TEMPO.CO, Jakarta - Presiden Joko Widodo atau Jokowi ingin peningkatan dunia usaha dalam negeri menjadi prioritas dalam lima tahun ke depan. Saat ini nilai investasi dan ekspor Indonesia kalah dengan negara-negara tetangga seperti Singapura, Malaysia, Thailand, Filipina, dan Vietnam. Ia mewanti-wanti agar Indonesia tidak sampai disalip oleh Laos.
Baca: Pengusaha Minta Jokowi Revisi UU Ketenagakerjaan, Ini Sebabnya
Selain itu, Jokowi menyebutkan permasalahan ekonomi Indonesia dari dulu adalah defisit neraca perdagangan. Padahal, hal itu bisa diatasi jika ada kerja sama yang baik antara pemerintah dan pengusaha.
"Bukan barang yang sulit sebetulnya. Namun memang ada regulasi, ada beberapa Undang-undang yang harus memang kami revisi," ujar Jokowi saat menerima pengurus Asosiasi Pengusaha Indonesia (Apindo) di Istana Merdeka, Jakarta, Kamis, 13 Juni 2019.
Oleh karena itu, Jokowi meminta kalangan pengusaha tidak ragu dalam memberi masukan kepada pemerintah. Ia bahkan berujar, andaikan Makamah Konstitusi menetapkan Jokowi sebagai presiden terpilih, tak ada beban dalam menjalankan pemerintahan lima tahun ke depan.
"Saya ngomong apa adanya, karena saya sudah gak ada beban apa-apa.
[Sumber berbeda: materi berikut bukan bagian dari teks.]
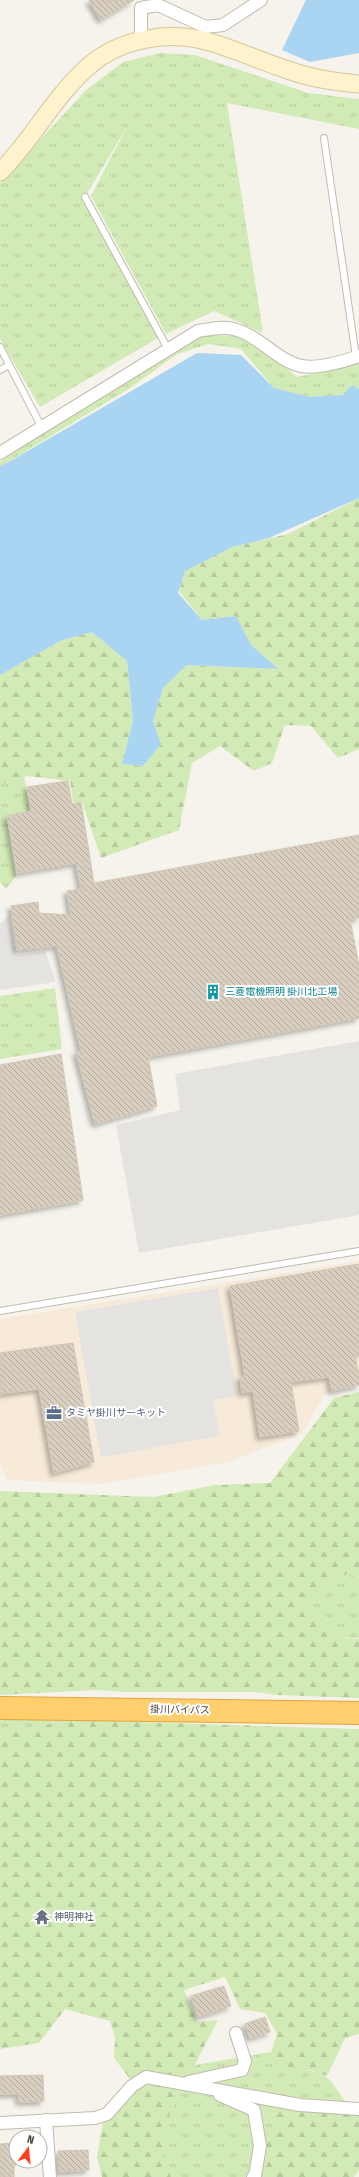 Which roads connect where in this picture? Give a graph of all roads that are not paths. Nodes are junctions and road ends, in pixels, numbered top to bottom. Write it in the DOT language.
graph roads {
  1 [pos="260,0"];
  2 [pos="160,2"];
  3 [pos="140,4"];
  4 [pos="141,40"];
  5 [pos="359,84"];
  6 [pos="324,138"];
  7 [pos="0,172"];
  8 [pos="85,197"];
  9 [pos="0,348"];
  10 [pos="168,349"];
  11 [pos="357,357"];
  12 [pos="9,365"];
  13 [pos="0,370"];
  14 [pos="41,426"];
  15 [pos="0,453"];
  16 [pos="359,1251"];
  17 [pos="0,1311"];
  18 [pos="0,1708"];
  19 [pos="359,1713"];
  20 [pos="236,2033"];
  21 [pos="183,2084"];
  22 [pos="201,2087"];
  23 [pos="359,2109"];
  24 [pos="46,2120"];
  25 [pos="0,2122"];
  26 [pos="50,2177"];
  27 [pos="253,2177"];
  1 -- 2 [label="street"];
  2 -- 3 [label="street"];
  3 -- 4 [label="street"];
  4 -- 5 [label="street"];
  4 -- 7 [label="street"];
  6 -- 11 [label="lane"];
  8 -- 10 [label="lane"];
  9 -- 12 [label="lane"];
  10 -- 11 [label="street"];
  10 -- 14 [label="street"];
  12 -- 13 [label="lane"];
  12 -- 14 [label="lane"];
  14 -- 15 [label="street"];
  16 -- 17 [label="lane"];
  18 -- 19 [label="highway, 掛川バイパス"];
  20 -- 21 [label="street"];
  21 -- 22 [label="street"];
  21 -- 24 [label="street"];
  22 -- 23 [label="street"];
  22 -- 27 [label="street"];
  24 -- 25 [label="street"];
  24 -- 26 [label="street"];
} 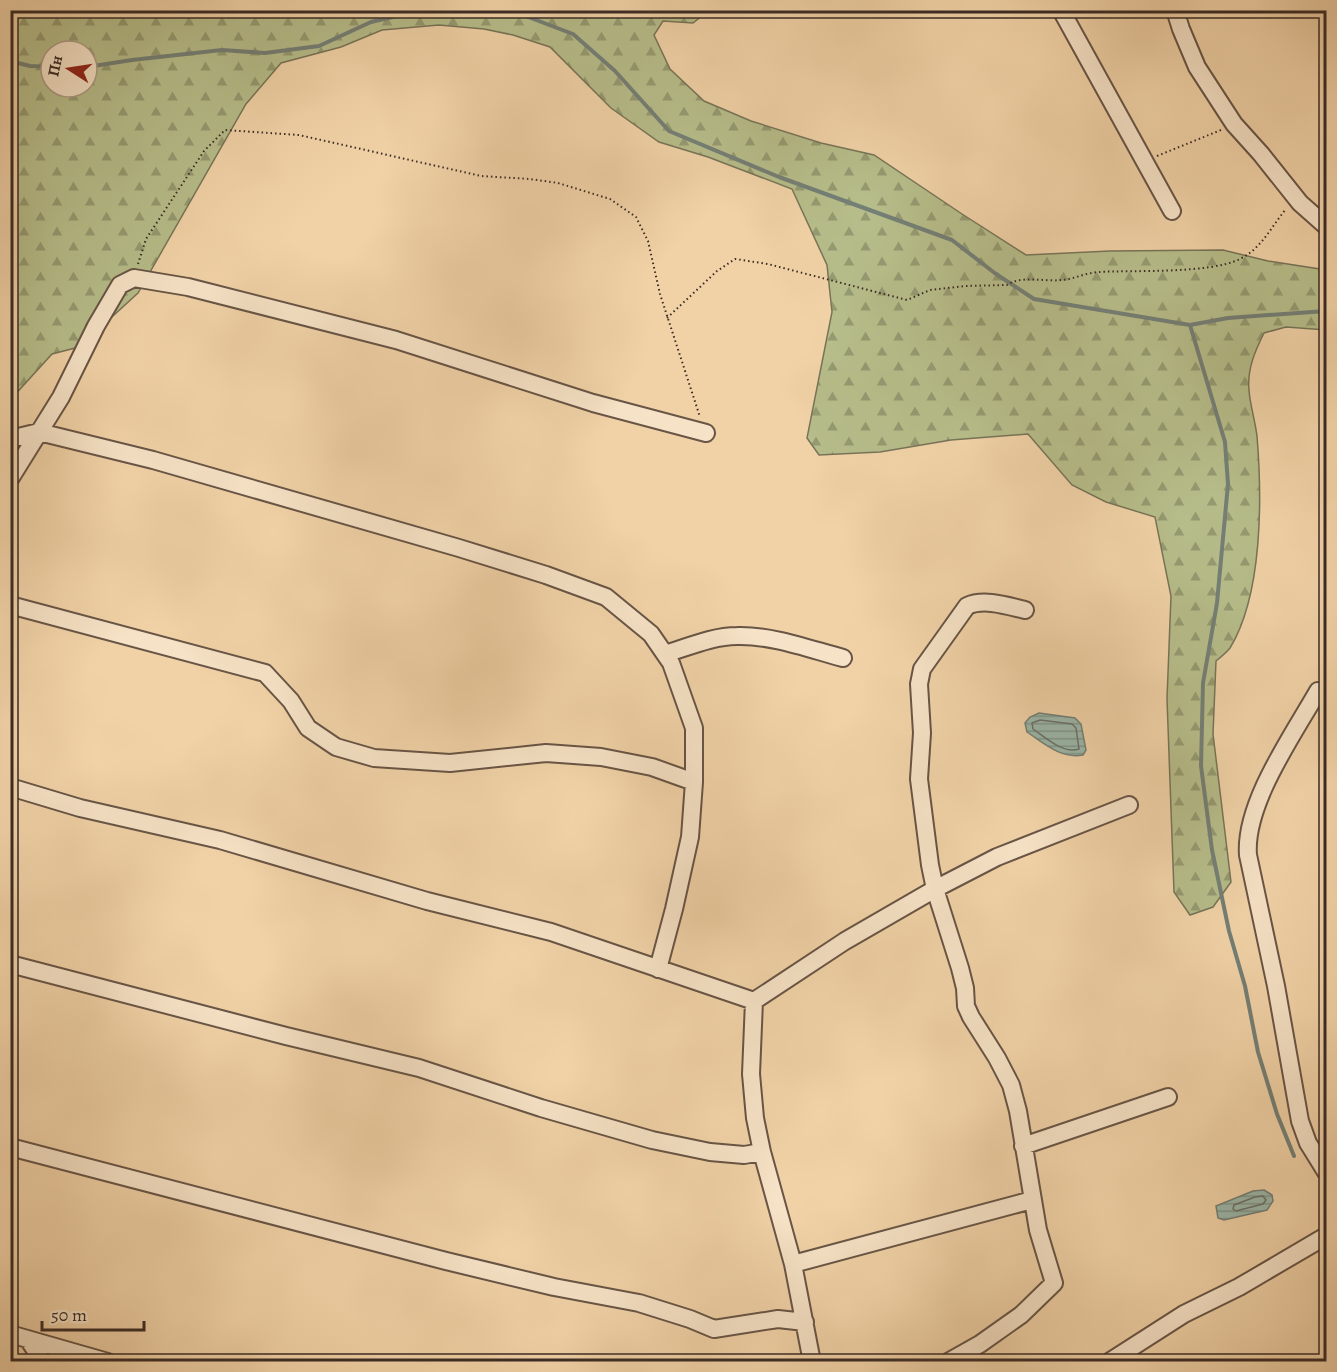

Tolong gunakan kesempatan ini sehingga terobosan-terobosan yang ingin kami lakukan betul-betul yang memberikan efek tendangan kuat bagi ekonomi kita," kata Jokowi.
Jokowi lantas mempersilakan pengusaha memberi masukan terutama terkait regulasi yang ada. Bahkan Jokowi siap mengeluarkan peraturan pemerintah pengganti Undang-undang (Perppu) untuk memuluskan langkah pengusaha demi memajukan ekonomi Indonesia.
Ketua Umum Asosiasi Pengusaha Indonesia atau Apindo Hariyadi B Sukamdani mengusulkan kepada Presiden Jokowi untuk merevisi Undang-undang Ketenagakerjaan, terutama terkait dengan investasi padat karya dan jaminan pensiun.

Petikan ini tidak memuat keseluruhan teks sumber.